• AIM OF THE EXERCISE:
Search the entries for the word "Telasih". Copy every line where it turns up.

[Collected data]
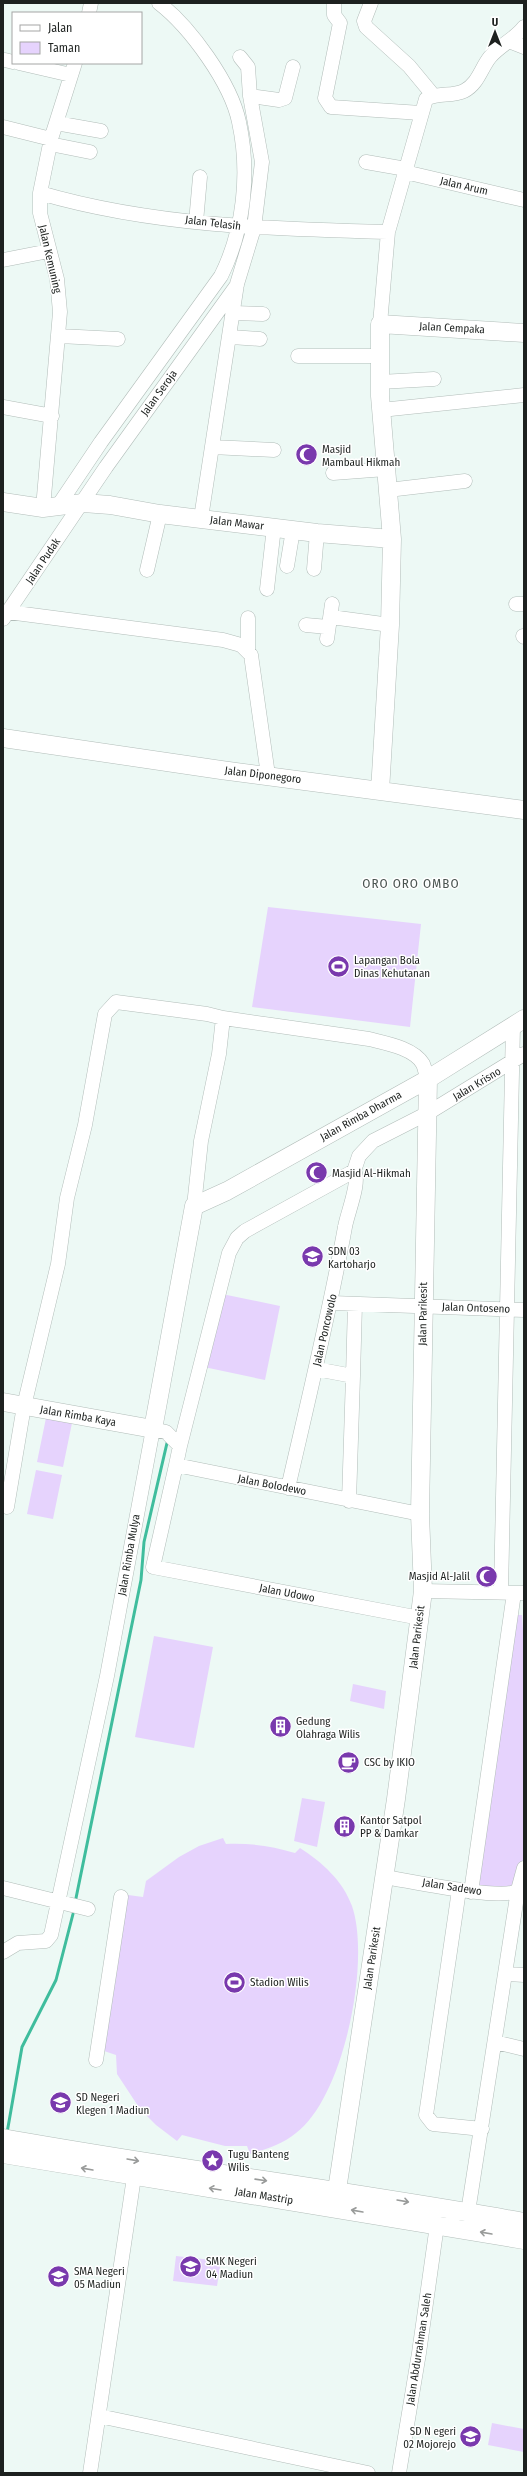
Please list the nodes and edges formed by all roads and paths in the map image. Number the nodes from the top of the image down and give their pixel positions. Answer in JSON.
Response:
{"nodes":[{"id":1,"x":159,"y":3,"type":"edge"},
{"id":2,"x":334,"y":3,"type":"edge"},
{"id":3,"x":371,"y":3,"type":"edge"},
{"id":4,"x":524,"y":26,"type":"edge"},
{"id":5,"x":509,"y":41,"type":"junction"},
{"id":6,"x":524,"y":47,"type":"edge"},
{"id":7,"x":240,"y":57,"type":"dead end"},
{"id":8,"x":28,"y":64,"type":"edge"},
{"id":9,"x":293,"y":67,"type":"dead end"},
{"id":10,"x":73,"y":69,"type":"edge"},
{"id":11,"x":433,"y":95,"type":"junction"},
{"id":12,"x":250,"y":96,"type":"junction"},
{"id":13,"x":421,"y":113,"type":"junction"},
{"id":14,"x":56,"y":122,"type":"junction"},
{"id":15,"x":3,"y":127,"type":"edge"},
{"id":16,"x":101,"y":131,"type":"dead end"},
{"id":17,"x":50,"y":141,"type":"junction"},
{"id":18,"x":90,"y":152,"type":"dead end"},
{"id":19,"x":366,"y":162,"type":"dead end"},
{"id":20,"x":405,"y":171,"type":"junction"},
{"id":21,"x":200,"y":177,"type":"dead end"},
{"id":22,"x":40,"y":193,"type":"junction"},
{"id":23,"x":524,"y":200,"type":"edge"},
{"id":24,"x":196,"y":222,"type":"junction"},
{"id":25,"x":240,"y":227,"type":"junction"},
{"id":26,"x":254,"y":228,"type":"junction"},
{"id":27,"x":388,"y":232,"type":"junction"},
{"id":28,"x":49,"y":251,"type":"junction"},
{"id":29,"x":3,"y":260,"type":"edge"},
{"id":30,"x":237,"y":284,"type":"junction"},
{"id":31,"x":234,"y":313,"type":"junction"},
{"id":32,"x":263,"y":314,"type":"dead end"},
{"id":33,"x":380,"y":324,"type":"junction"},
{"id":34,"x":524,"y":332,"type":"edge"},
{"id":35,"x":59,"y":336,"type":"junction"},
{"id":36,"x":231,"y":337,"type":"junction"},
{"id":37,"x":118,"y":339,"type":"dead end"},
{"id":38,"x":260,"y":339,"type":"dead end"},
{"id":39,"x":298,"y":356,"type":"dead end"},
{"id":40,"x":380,"y":356,"type":"junction"},
{"id":41,"x":434,"y":379,"type":"dead end"},
{"id":42,"x":380,"y":382,"type":"junction"},
{"id":43,"x":524,"y":395,"type":"edge"},
{"id":44,"x":3,"y":407,"type":"edge"},
{"id":45,"x":381,"y":410,"type":"junction"},
{"id":46,"x":52,"y":416,"type":"junction"},
{"id":47,"x":212,"y":447,"type":"junction"},
{"id":48,"x":274,"y":450,"type":"dead end"},
{"id":49,"x":386,"y":469,"type":"junction"},
{"id":50,"x":333,"y":473,"type":"dead end"},
{"id":51,"x":465,"y":481,"type":"dead end"},
{"id":52,"x":388,"y":490,"type":"junction"},
{"id":53,"x":3,"y":502,"type":"edge"},
{"id":54,"x":83,"y":503,"type":"junction"},
{"id":55,"x":51,"y":507,"type":"junction"},
{"id":56,"x":160,"y":514,"type":"junction"},
{"id":57,"x":200,"y":518,"type":"junction"},
{"id":58,"x":274,"y":527,"type":"junction"},
{"id":59,"x":293,"y":530,"type":"junction"},
{"id":60,"x":317,"y":533,"type":"junction"},
{"id":61,"x":392,"y":539,"type":"junction"},
{"id":62,"x":287,"y":566,"type":"dead end"},
{"id":63,"x":147,"y":570,"type":"dead end"},
{"id":64,"x":314,"y":570,"type":"dead end"},
{"id":65,"x":267,"y":588,"type":"dead end"},
{"id":66,"x":6,"y":616,"type":"edge"},
{"id":67,"x":248,"y":618,"type":"dead end"},
{"id":68,"x":306,"y":625,"type":"dead end"},
{"id":69,"x":390,"y":625,"type":"junction"},
{"id":70,"x":248,"y":651,"type":"junction"},
{"id":71,"x":3,"y":738,"type":"edge"},
{"id":72,"x":268,"y":775,"type":"junction"},
{"id":73,"x":380,"y":791,"type":"junction"},
{"id":74,"x":524,"y":810,"type":"edge"},
{"id":75,"x":223,"y":1018,"type":"junction"},
{"id":76,"x":519,"y":1022,"type":"edge"},
{"id":77,"x":524,"y":1054,"type":"edge"},
{"id":78,"x":511,"y":1063,"type":"junction"},
{"id":79,"x":428,"y":1079,"type":"junction"},
{"id":80,"x":428,"y":1113,"type":"junction"},
{"id":81,"x":354,"y":1171,"type":"junction"},
{"id":82,"x":194,"y":1206,"type":"junction"},
{"id":83,"x":332,"y":1303,"type":"junction"},
{"id":84,"x":355,"y":1304,"type":"junction"},
{"id":85,"x":424,"y":1307,"type":"junction"},
{"id":86,"x":508,"y":1309,"type":"junction"},
{"id":87,"x":524,"y":1310,"type":"edge"},
{"id":88,"x":316,"y":1369,"type":"junction"},
{"id":89,"x":353,"y":1376,"type":"junction"},
{"id":90,"x":3,"y":1402,"type":"edge"},
{"id":91,"x":24,"y":1406,"type":"junction"},
{"id":92,"x":154,"y":1429,"type":"junction"},
{"id":93,"x":180,"y":1446,"type":"junction"},
{"id":94,"x":176,"y":1465,"type":"junction"},
{"id":95,"x":288,"y":1488,"type":"junction"},
{"id":96,"x":349,"y":1501,"type":"junction"},
{"id":97,"x":7,"y":1508,"type":"dead end"},
{"id":98,"x":420,"y":1514,"type":"junction"},
{"id":99,"x":423,"y":1590,"type":"junction"},
{"id":100,"x":517,"y":1595,"type":"edge"},
{"id":101,"x":420,"y":1618,"type":"junction"},
{"id":102,"x":524,"y":1868,"type":"edge"},
{"id":103,"x":384,"y":1876,"type":"junction"},
{"id":104,"x":3,"y":1888,"type":"edge"},
{"id":105,"x":518,"y":1890,"type":"junction"},
{"id":106,"x":465,"y":1891,"type":"junction"},
{"id":107,"x":121,"y":1897,"type":"dead end"},
{"id":108,"x":60,"y":1903,"type":"junction"},
{"id":109,"x":88,"y":1909,"type":"dead end"},
{"id":110,"x":3,"y":1952,"type":"edge"},
{"id":111,"x":506,"y":1974,"type":"junction"},
{"id":112,"x":524,"y":1975,"type":"edge"},
{"id":113,"x":495,"y":2042,"type":"junction"},
{"id":114,"x":524,"y":2049,"type":"edge"},
{"id":115,"x":96,"y":2060,"type":"dead end"},
{"id":116,"x":482,"y":2129,"type":"junction"},
{"id":117,"x":6,"y":2147,"type":"edge"},
{"id":118,"x":134,"y":2177,"type":"junction"},
{"id":119,"x":337,"y":2190,"type":"junction"},
{"id":120,"x":468,"y":2212,"type":"junction"},
{"id":121,"x":524,"y":2222,"type":"edge"},
{"id":122,"x":437,"y":2224,"type":"junction"},
{"id":123,"x":524,"y":2240,"type":"edge"},
{"id":124,"x":99,"y":2416,"type":"junction"},
{"id":125,"x":90,"y":2473,"type":"edge"},
{"id":126,"x":368,"y":2473,"type":"edge"},
{"id":127,"x":398,"y":2473,"type":"edge"}],
"edges":[{"from":1,"to":25,"type":"street"},
{"from":2,"to":13,"type":"street"},
{"from":3,"to":11,"type":"street"},
{"from":4,"to":5,"type":"street"},
{"from":5,"to":6,"type":"street"},
{"from":5,"to":11,"type":"street"},
{"from":7,"to":12,"type":"street"},
{"from":8,"to":10,"type":"street"},
{"from":9,"to":12,"type":"street"},
{"from":10,"to":14,"type":"street","name":"Jalan Kemuning"},
{"from":11,"to":13,"type":"street"},
{"from":12,"to":26,"type":"street"},
{"from":13,"to":20,"type":"street"},
{"from":14,"to":16,"type":"street"},
{"from":14,"to":17,"type":"street","name":"Jalan Kemuning"},
{"from":15,"to":17,"type":"street"},
{"from":17,"to":18,"type":"street"},
{"from":17,"to":22,"type":"street","name":"Jalan Kemuning"},
{"from":19,"to":20,"type":"street","name":"Jalan Arum"},
{"from":20,"to":23,"type":"street","name":"Jalan Arum"},
{"from":20,"to":27,"type":"street"},
{"from":21,"to":24,"type":"street"},
{"from":22,"to":24,"type":"street","name":"Jalan Telasih"},
{"from":22,"to":28,"type":"street","name":"Jalan Kemuning"},
{"from":24,"to":25,"type":"street","name":"Jalan Telasih"},
{"from":25,"to":26,"type":"street","name":"Jalan Telasih"},
{"from":25,"to":55,"type":"street"},
{"from":26,"to":27,"type":"street","name":"Jalan Telasih"},
{"from":26,"to":30,"type":"street"},
{"from":27,"to":33,"type":"street"},
{"from":28,"to":29,"type":"street"},
{"from":28,"to":35,"type":"street","name":"Jalan Kemuning"},
{"from":30,"to":31,"type":"street"},
{"from":30,"to":54,"type":"street","name":"Jalan Seroja"},
{"from":31,"to":32,"type":"street"},
{"from":31,"to":36,"type":"street"},
{"from":33,"to":34,"type":"main road","name":"Jalan Cempaka"},
{"from":33,"to":40,"type":"main road"},
{"from":35,"to":37,"type":"street"},
{"from":35,"to":46,"type":"street","name":"Jalan Kemuning"},
{"from":36,"to":38,"type":"street"},
{"from":36,"to":47,"type":"street"},
{"from":39,"to":40,"type":"street"},
{"from":40,"to":42,"type":"main road"},
{"from":41,"to":42,"type":"street"},
{"from":42,"to":45,"type":"main road"},
{"from":43,"to":45,"type":"street"},
{"from":44,"to":46,"type":"street"},
{"from":45,"to":49,"type":"main road"},
{"from":46,"to":55,"type":"street","name":"Jalan Kemuning"},
{"from":47,"to":48,"type":"street"},
{"from":47,"to":57,"type":"street"},
{"from":49,"to":50,"type":"street"},
{"from":49,"to":52,"type":"main road"},
{"from":51,"to":52,"type":"street"},
{"from":52,"to":61,"type":"main road"},
{"from":53,"to":55,"type":"main road","name":"Jalan Mawar"},
{"from":54,"to":55,"type":"main road","name":"Jalan Mawar"},
{"from":54,"to":56,"type":"main road","name":"Jalan Mawar"},
{"from":54,"to":66,"type":"street","name":"Jalan Pudak"},
{"from":56,"to":57,"type":"main road","name":"Jalan Mawar"},
{"from":56,"to":63,"type":"street"},
{"from":57,"to":58,"type":"main road","name":"Jalan Mawar"},
{"from":58,"to":59,"type":"main road","name":"Jalan Mawar"},
{"from":58,"to":65,"type":"street"},
{"from":59,"to":60,"type":"main road","name":"Jalan Mawar"},
{"from":59,"to":62,"type":"street"},
{"from":60,"to":61,"type":"main road","name":"Jalan Mawar"},
{"from":60,"to":64,"type":"street"},
{"from":61,"to":69,"type":"main road"},
{"from":66,"to":70,"type":"street"},
{"from":67,"to":70,"type":"street"},
{"from":68,"to":69,"type":"street"},
{"from":69,"to":73,"type":"main road"},
{"from":70,"to":72,"type":"street"},
{"from":71,"to":72,"type":"main road","name":"Jalan Diponegoro"},
{"from":72,"to":73,"type":"main road","name":"Jalan Diponegoro"},
{"from":73,"to":74,"type":"main road","name":"Jalan Diponegoro"},
{"from":75,"to":79,"type":"street"},
{"from":75,"to":82,"type":"street"},
{"from":75,"to":91,"type":"street"},
{"from":76,"to":78,"type":"street"},
{"from":76,"to":79,"type":"main road","name":"Jalan Rimba Dharma"},
{"from":77,"to":78,"type":"street","name":"Jalan Krisno"},
{"from":78,"to":80,"type":"street","name":"Jalan Krisno"},
{"from":78,"to":86,"type":"street"},
{"from":79,"to":80,"type":"main road","name":"Jalan Parikesit"},
{"from":79,"to":82,"type":"main road","name":"Jalan Rimba Dharma"},
{"from":80,"to":81,"type":"street","name":"Jalan Krisno"},
{"from":80,"to":85,"type":"main road","name":"Jalan Parikesit"},
{"from":81,"to":83,"type":"street","name":"Jalan Poncowolo"},
{"from":81,"to":93,"type":"street"},
{"from":82,"to":92,"type":"main road","name":"Jalan Rimba Mulya"},
{"from":83,"to":84,"type":"street","name":"Jalan Ontoseno"},
{"from":83,"to":88,"type":"street","name":"Jalan Poncowolo"},
{"from":84,"to":85,"type":"street","name":"Jalan Ontoseno"},
{"from":84,"to":89,"type":"street"},
{"from":85,"to":86,"type":"street","name":"Jalan Ontoseno"},
{"from":85,"to":98,"type":"main road","name":"Jalan Parikesit"},
{"from":86,"to":87,"type":"street","name":"Jalan Ontoseno"},
{"from":86,"to":100,"type":"street"},
{"from":88,"to":89,"type":"street"},
{"from":88,"to":95,"type":"street","name":"Jalan Poncowolo"},
{"from":89,"to":96,"type":"street"},
{"from":90,"to":91,"type":"main road","name":"Jalan Rimba Kaya"},
{"from":91,"to":92,"type":"main road","name":"Jalan Rimba Kaya"},
{"from":91,"to":97,"type":"street"},
{"from":92,"to":93,"type":"street"},
{"from":92,"to":108,"type":"street","name":"Jalan Rimba Mulya"},
{"from":93,"to":94,"type":"street"},
{"from":94,"to":95,"type":"street","name":"Jalan Bolodewo"},
{"from":94,"to":101,"type":"street","name":"Jalan Udowo"},
{"from":95,"to":96,"type":"street","name":"Jalan Bolodewo"},
{"from":96,"to":98,"type":"street","name":"Jalan Bolodewo"},
{"from":98,"to":99,"type":"main road","name":"Jalan Parikesit"},
{"from":99,"to":100,"type":"street"},
{"from":99,"to":101,"type":"main road","name":"Jalan Parikesit"},
{"from":100,"to":106,"type":"street"},
{"from":101,"to":103,"type":"main road","name":"Jalan Parikesit"},
{"from":102,"to":105,"type":"street"},
{"from":103,"to":106,"type":"street","name":"Jalan Sadewo"},
{"from":103,"to":119,"type":"main road","name":"Jalan Parikesit"},
{"from":104,"to":108,"type":"street"},
{"from":105,"to":106,"type":"street","name":"Jalan Sadewo"},
{"from":105,"to":111,"type":"street"},
{"from":106,"to":116,"type":"street"},
{"from":107,"to":115,"type":"street"},
{"from":108,"to":109,"type":"street"},
{"from":108,"to":110,"type":"street","name":"Jalan Rimba Mulya"},
{"from":111,"to":112,"type":"street"},
{"from":111,"to":113,"type":"street"},
{"from":113,"to":114,"type":"street"},
{"from":113,"to":116,"type":"street"},
{"from":116,"to":120,"type":"street"},
{"from":118,"to":117,"type":"main road","name":"Jalan Mastrip","one_way":true},
{"from":117,"to":119,"type":"main road","name":"Jalan Mastrip","one_way":true},
{"from":122,"to":118,"type":"main road","name":"Jalan Mastrip","one_way":true},
{"from":118,"to":124,"type":"street"},
{"from":119,"to":120,"type":"main road","name":"Jalan Mastrip","one_way":true},
{"from":120,"to":121,"type":"main road","name":"Jalan Mastrip"},
{"from":123,"to":122,"type":"main road","name":"Jalan Mastrip","one_way":true},
{"from":122,"to":127,"type":"street","name":"Jalan Abdurrahman Saleh"},
{"from":124,"to":125,"type":"street"},
{"from":124,"to":126,"type":"street"}]}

• YOUR RESPONSE:
{"from":22,"to":24,"type":"street","name":"Jalan Telasih"},
{"from":24,"to":25,"type":"street","name":"Jalan Telasih"},
{"from":25,"to":26,"type":"street","name":"Jalan Telasih"},
{"from":26,"to":27,"type":"street","name":"Jalan Telasih"},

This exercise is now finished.